Looking at the material below, count the lines that contain "Vivaldistraße" and answer with the count only.
**** Task data
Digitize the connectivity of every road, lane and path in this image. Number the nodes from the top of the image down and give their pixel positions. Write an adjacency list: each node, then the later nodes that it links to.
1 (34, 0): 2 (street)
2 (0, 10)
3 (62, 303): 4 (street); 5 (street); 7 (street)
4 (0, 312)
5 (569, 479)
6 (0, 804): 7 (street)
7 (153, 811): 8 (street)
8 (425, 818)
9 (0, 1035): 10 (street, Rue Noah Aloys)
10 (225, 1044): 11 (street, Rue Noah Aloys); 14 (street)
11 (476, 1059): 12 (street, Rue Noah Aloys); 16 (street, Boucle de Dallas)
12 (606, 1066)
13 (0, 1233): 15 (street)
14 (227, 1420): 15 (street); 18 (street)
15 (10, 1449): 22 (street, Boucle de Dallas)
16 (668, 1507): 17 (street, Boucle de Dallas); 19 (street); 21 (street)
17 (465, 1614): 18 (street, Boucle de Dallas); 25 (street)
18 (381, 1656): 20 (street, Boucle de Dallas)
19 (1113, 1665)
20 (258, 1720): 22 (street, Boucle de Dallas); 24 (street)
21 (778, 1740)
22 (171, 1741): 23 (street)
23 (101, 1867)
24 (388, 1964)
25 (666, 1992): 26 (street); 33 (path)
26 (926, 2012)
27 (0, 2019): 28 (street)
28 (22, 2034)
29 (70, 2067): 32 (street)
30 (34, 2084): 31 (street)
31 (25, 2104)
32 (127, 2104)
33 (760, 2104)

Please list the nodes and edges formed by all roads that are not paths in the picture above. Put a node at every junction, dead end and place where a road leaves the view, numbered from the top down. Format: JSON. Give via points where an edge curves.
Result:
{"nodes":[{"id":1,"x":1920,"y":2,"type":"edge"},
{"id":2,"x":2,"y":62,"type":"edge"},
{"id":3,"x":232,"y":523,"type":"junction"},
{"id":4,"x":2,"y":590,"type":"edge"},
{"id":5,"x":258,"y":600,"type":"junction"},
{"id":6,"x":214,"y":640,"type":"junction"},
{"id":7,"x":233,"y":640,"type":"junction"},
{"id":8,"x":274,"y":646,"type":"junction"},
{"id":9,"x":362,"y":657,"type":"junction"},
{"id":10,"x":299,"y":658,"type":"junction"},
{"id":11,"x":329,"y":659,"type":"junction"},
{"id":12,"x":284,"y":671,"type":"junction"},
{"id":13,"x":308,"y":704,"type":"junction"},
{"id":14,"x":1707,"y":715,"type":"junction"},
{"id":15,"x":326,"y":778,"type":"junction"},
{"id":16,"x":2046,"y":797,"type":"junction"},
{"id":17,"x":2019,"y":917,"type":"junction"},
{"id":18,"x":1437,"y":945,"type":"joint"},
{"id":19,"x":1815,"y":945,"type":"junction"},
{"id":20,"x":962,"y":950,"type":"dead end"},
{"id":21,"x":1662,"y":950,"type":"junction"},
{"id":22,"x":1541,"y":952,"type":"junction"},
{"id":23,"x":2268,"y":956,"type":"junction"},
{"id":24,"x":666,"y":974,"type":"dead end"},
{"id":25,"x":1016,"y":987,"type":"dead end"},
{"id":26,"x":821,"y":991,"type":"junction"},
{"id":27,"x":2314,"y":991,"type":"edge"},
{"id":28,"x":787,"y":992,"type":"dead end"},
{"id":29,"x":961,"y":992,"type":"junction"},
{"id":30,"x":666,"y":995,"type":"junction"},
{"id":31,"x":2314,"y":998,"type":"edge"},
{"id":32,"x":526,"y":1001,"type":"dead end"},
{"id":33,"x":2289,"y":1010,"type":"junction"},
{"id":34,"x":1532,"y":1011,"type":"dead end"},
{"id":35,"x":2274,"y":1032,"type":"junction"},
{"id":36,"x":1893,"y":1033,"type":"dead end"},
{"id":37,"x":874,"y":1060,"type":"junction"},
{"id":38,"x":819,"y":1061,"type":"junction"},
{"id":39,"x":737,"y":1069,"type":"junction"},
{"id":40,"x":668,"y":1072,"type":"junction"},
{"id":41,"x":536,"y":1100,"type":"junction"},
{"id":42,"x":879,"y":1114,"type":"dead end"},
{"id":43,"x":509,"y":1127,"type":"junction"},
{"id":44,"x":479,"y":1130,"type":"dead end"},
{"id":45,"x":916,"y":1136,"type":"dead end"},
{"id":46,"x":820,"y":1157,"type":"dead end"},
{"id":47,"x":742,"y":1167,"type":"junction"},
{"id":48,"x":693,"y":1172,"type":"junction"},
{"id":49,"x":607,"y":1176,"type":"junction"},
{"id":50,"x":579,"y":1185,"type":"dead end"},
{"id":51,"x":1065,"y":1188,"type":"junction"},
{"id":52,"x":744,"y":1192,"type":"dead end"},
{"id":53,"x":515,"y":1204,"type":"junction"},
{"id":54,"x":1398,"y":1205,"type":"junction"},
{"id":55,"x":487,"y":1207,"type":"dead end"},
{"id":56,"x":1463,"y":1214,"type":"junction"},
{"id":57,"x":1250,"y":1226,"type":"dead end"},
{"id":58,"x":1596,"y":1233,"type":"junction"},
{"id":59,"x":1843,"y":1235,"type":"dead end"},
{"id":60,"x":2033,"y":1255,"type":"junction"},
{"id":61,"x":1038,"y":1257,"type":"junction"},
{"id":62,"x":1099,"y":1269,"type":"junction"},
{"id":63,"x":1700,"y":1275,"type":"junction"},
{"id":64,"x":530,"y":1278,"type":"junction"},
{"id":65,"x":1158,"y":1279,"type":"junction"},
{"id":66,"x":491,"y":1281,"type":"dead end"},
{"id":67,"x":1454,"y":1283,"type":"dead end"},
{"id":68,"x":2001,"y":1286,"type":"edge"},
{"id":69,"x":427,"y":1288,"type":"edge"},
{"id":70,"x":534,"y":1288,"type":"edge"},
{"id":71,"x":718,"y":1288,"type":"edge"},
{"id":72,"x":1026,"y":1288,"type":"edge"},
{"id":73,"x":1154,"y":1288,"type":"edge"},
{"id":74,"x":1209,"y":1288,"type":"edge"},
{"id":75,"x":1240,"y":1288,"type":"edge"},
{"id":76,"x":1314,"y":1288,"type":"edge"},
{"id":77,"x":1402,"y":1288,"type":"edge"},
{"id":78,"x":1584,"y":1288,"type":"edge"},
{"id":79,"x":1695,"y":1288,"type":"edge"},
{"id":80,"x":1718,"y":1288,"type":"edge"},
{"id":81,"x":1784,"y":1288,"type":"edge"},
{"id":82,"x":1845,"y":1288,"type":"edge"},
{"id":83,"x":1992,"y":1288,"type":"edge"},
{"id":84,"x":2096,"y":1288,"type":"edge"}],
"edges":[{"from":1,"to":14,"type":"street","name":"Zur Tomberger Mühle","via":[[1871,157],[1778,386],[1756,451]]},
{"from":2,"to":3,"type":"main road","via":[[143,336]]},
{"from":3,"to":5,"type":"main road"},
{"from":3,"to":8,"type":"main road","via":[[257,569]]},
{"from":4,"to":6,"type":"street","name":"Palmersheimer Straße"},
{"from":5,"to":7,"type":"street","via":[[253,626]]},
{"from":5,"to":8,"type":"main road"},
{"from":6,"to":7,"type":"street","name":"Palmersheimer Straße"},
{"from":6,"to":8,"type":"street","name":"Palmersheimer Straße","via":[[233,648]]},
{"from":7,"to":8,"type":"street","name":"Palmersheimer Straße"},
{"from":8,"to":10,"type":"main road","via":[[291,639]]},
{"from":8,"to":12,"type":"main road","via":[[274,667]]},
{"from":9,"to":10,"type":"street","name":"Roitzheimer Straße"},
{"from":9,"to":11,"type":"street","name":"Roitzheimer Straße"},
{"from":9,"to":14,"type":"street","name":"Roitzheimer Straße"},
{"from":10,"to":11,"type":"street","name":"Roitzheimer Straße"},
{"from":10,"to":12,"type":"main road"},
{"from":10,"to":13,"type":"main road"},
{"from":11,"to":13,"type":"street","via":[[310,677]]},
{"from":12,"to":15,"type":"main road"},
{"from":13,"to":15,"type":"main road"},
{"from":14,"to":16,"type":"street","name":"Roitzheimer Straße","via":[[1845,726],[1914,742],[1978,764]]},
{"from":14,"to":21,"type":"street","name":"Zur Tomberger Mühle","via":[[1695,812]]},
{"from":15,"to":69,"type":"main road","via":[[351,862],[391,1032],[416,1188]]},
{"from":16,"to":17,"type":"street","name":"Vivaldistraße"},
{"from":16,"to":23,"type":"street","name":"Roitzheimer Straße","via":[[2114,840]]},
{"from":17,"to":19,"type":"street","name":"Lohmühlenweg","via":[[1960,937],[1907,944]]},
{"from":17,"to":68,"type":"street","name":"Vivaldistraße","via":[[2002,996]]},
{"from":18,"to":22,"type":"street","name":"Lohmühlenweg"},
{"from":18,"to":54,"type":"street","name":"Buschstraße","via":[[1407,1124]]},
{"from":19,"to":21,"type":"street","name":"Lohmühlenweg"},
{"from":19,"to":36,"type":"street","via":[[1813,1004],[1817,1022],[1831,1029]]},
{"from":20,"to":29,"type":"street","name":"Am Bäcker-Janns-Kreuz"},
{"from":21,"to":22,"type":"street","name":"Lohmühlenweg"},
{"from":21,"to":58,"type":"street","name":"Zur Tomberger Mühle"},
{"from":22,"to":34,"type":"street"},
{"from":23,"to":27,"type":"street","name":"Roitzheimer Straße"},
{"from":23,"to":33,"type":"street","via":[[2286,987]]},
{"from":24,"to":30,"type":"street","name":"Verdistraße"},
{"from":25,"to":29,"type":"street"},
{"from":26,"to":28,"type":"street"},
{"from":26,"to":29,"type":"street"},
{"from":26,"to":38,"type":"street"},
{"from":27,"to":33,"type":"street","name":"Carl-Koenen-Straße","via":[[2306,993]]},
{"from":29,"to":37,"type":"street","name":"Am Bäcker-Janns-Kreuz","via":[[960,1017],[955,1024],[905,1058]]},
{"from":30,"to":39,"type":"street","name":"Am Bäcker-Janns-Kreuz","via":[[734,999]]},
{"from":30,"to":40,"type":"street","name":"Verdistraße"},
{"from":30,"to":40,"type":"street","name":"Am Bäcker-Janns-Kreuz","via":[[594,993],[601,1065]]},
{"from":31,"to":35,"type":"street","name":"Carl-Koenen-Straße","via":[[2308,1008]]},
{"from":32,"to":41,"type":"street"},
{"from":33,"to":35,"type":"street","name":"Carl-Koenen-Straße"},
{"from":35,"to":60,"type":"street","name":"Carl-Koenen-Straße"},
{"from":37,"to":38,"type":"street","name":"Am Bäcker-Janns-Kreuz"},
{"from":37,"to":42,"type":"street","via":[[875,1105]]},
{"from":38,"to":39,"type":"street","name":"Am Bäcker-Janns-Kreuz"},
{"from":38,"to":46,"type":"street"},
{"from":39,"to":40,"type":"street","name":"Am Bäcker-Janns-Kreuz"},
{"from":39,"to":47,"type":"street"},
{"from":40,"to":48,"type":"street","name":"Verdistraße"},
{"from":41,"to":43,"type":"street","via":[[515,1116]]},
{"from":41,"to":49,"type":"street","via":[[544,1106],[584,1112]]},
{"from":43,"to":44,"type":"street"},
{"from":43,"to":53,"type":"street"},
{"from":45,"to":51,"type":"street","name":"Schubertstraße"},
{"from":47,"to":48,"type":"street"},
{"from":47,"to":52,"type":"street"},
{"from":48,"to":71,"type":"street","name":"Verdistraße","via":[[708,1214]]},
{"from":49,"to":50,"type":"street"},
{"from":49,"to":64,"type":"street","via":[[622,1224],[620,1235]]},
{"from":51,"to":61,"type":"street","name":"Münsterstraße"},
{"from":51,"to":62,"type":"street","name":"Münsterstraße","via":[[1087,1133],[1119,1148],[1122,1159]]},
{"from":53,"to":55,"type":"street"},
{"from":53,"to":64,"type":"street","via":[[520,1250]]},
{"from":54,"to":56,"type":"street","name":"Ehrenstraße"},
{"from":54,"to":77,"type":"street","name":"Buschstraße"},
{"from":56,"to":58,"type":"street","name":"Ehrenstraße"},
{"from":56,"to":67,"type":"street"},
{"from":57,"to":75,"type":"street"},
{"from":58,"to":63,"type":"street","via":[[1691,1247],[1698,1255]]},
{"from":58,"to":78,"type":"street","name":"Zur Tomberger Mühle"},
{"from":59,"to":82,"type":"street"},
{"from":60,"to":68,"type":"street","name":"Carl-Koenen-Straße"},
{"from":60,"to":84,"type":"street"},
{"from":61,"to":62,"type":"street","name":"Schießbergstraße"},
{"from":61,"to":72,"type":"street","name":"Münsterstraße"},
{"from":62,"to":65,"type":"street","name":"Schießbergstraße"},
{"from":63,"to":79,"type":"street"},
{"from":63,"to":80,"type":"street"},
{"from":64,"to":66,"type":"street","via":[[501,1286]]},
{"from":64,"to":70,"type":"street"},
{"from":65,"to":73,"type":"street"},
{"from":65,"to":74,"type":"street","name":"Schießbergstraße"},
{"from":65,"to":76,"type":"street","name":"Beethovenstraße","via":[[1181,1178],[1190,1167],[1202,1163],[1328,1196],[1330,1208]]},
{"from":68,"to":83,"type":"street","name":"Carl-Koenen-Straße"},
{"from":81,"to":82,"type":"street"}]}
********
■ **Result of the exercise**
2